What is the promise of nuclear power?

I love that. So the promise of nuclear power has always been, from day one, power so cheap that we won't even metre it. I would say all of the promises of nuclear power have been broken, smashed to pieces. They're lying on the floor. I don't understand how it has any credibility at all, the nuclear industry.

Yeah, it's interesting to notice the emotions that nuclear power sparks. And it's not just anxiety or anger, even, when you raise the topic of nuclear power. It's also the enthusiasm you get on the other side, where people would cheer if you start talking about nuclear power.

Nuclear power may be so divisive because it has such a huge potential. I sometimes even think that the people who oppose nuclear power understand that potential better than the people who are in favour of nuclear power.

Even a great advocate of nuclear won't say it can power the world by 2030. We've got a long journey to build up the supply chains. This is a major reindustrialisation, not just of the UK, but of the world, to get behind these still fairly complex systems called SMRs and make them in the quantity necessary to decarbonise. But we've got to do it.
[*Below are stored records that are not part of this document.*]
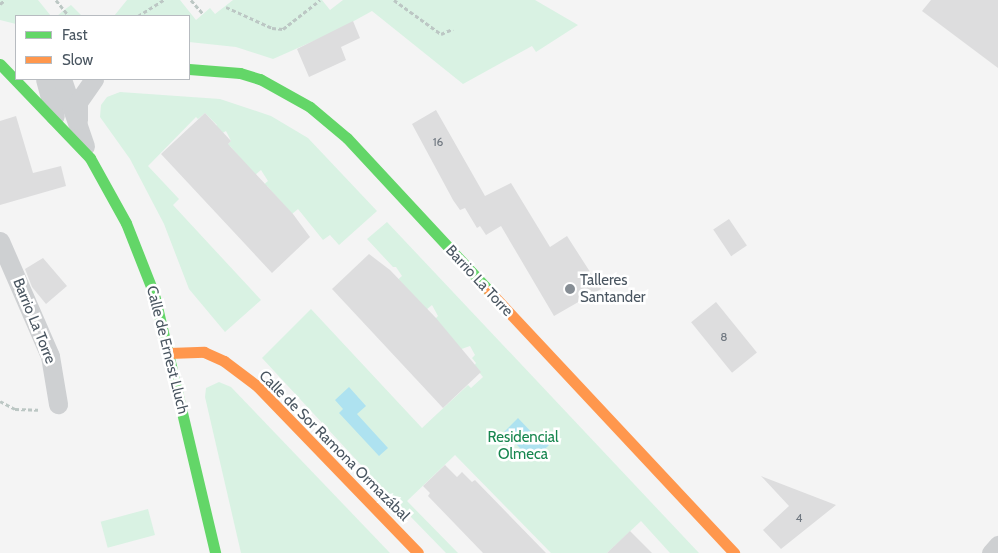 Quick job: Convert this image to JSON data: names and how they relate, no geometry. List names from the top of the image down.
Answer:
{
  "streets": {
    "street": ["Barrio La Torre", "Calle de Ernest Lluch", "Calle de Sor Ramona Ormazábal"]
  },
  "crossings": [
    ["Calle de Ernest Lluch", "Calle de Sor Ramona Ormazábal"]
  ],
  "parks": ["Residencial Olmeca"],
  "places": ["Talleres Santander"],
  "house_numbers": ["16", "8", "4"],
  "legend": ["Fast", "Slow"]
} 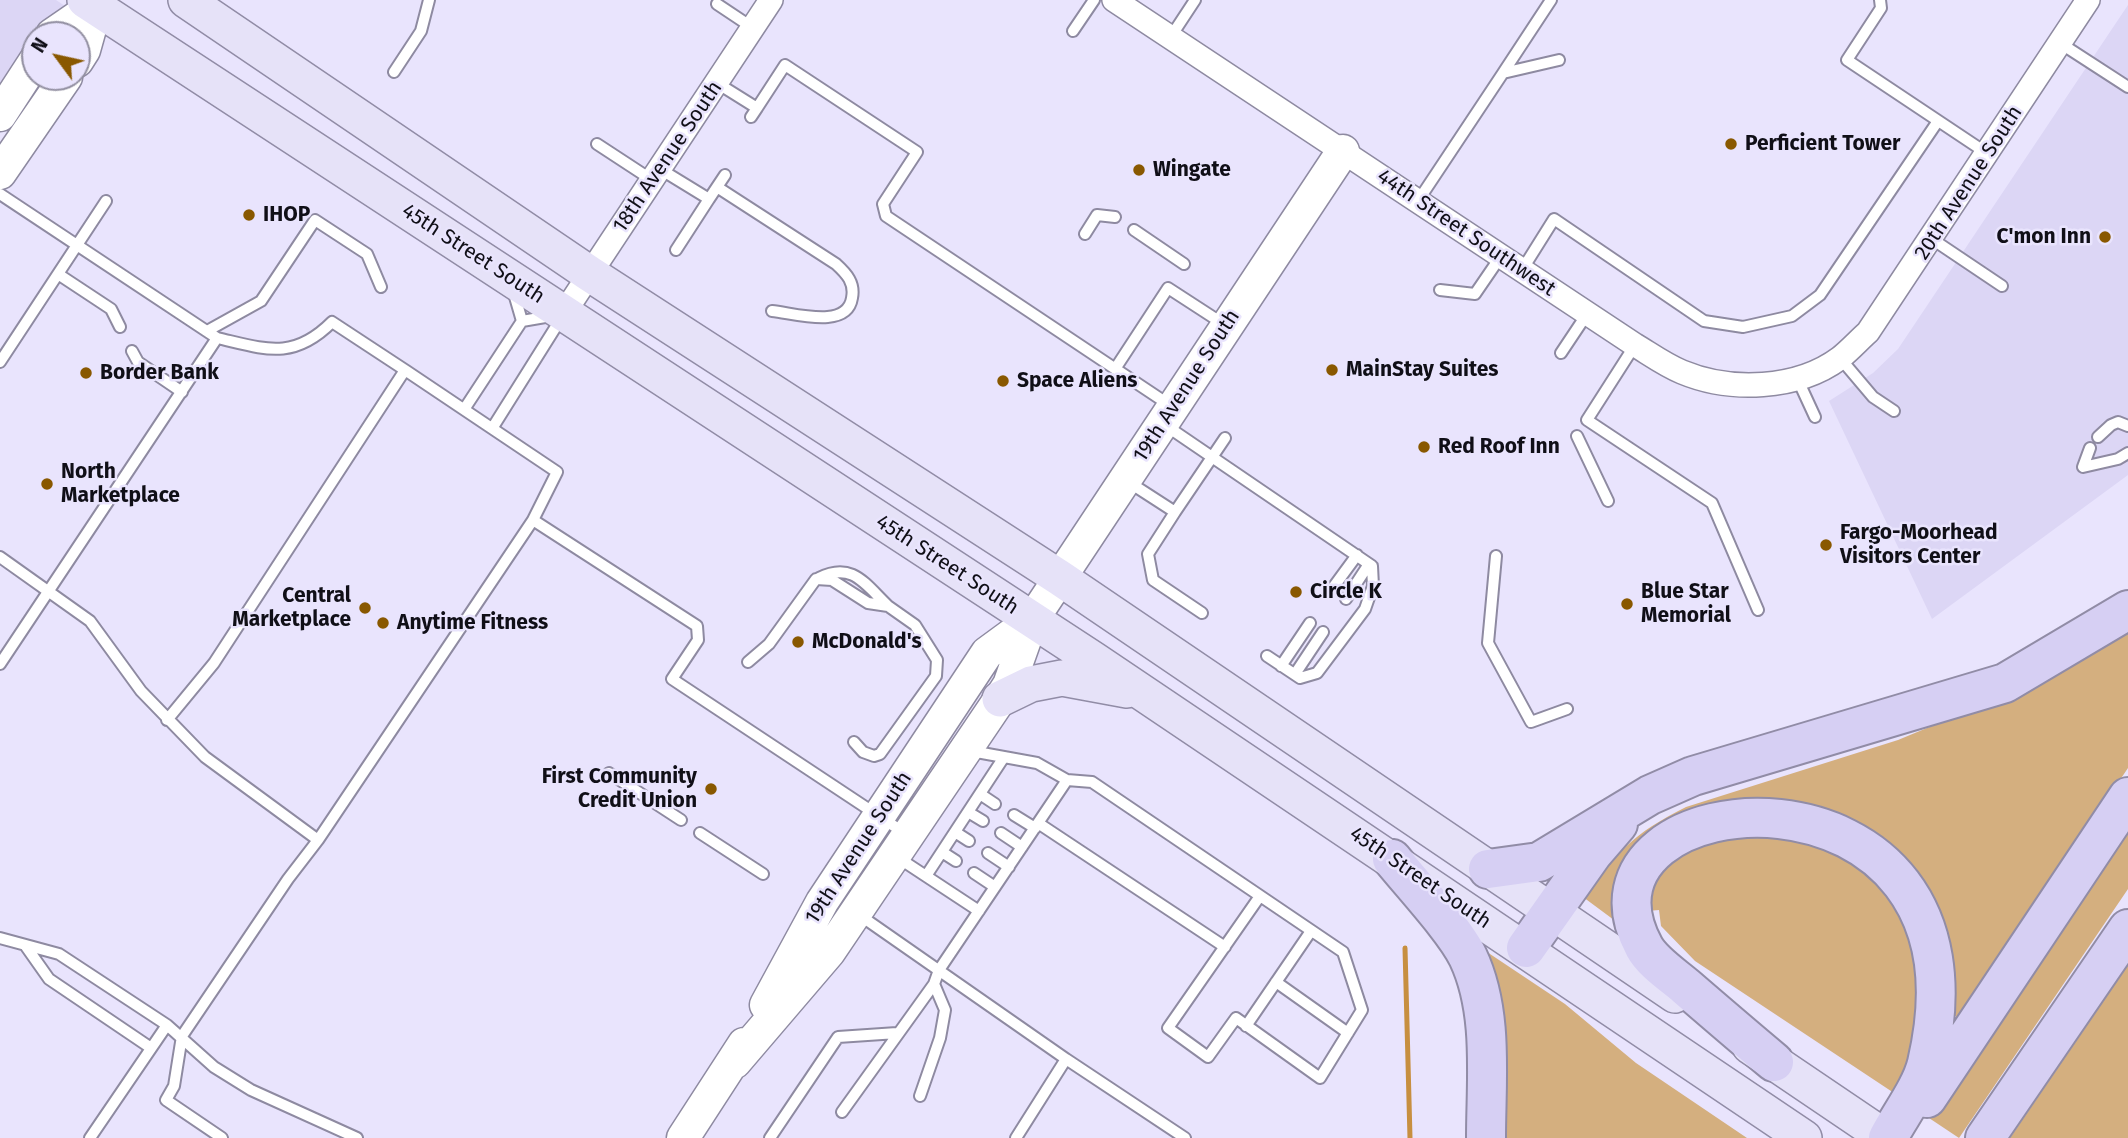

If my views on nuclear power have changed at all in the last couple of decades, I would say it's probably to become more pragmatic, and rather than want us to close down what we have, it would be to see them see out their lifespan. Let them make a contribution, so by 2030, we still have nuclear on the system. It can play a role in the transition.

But I believe we should not be building new nuclear power stations because they make no economic, or environmental, or health and safety sense. We have nuclear power. It's playing an important role on the grid. It can continue to do that as we drive the grid to 100 per cent green. And we can allow nuclear to drop off the system over the next 10, 15 years.

I've been covering clean energy for well over a decade at the Financial Times. And in that time I can't remember another moment when pressure to build more nuclear power has been as high as it is now. That's partly because we've failed to contain carbon emissions and also because of an expectation that tech companies, the rise of AI means that there's going to be much greater demand for electricity overall.

But nuclear remains an incredibly contentious source of electricity. Some countries, including my own, Australia, currently make it illegal to build a nuclear power plant. That may change. It's unclear. But one thing is for sure. The pressure to build more nuclear power is now higher than it's been for many, many years.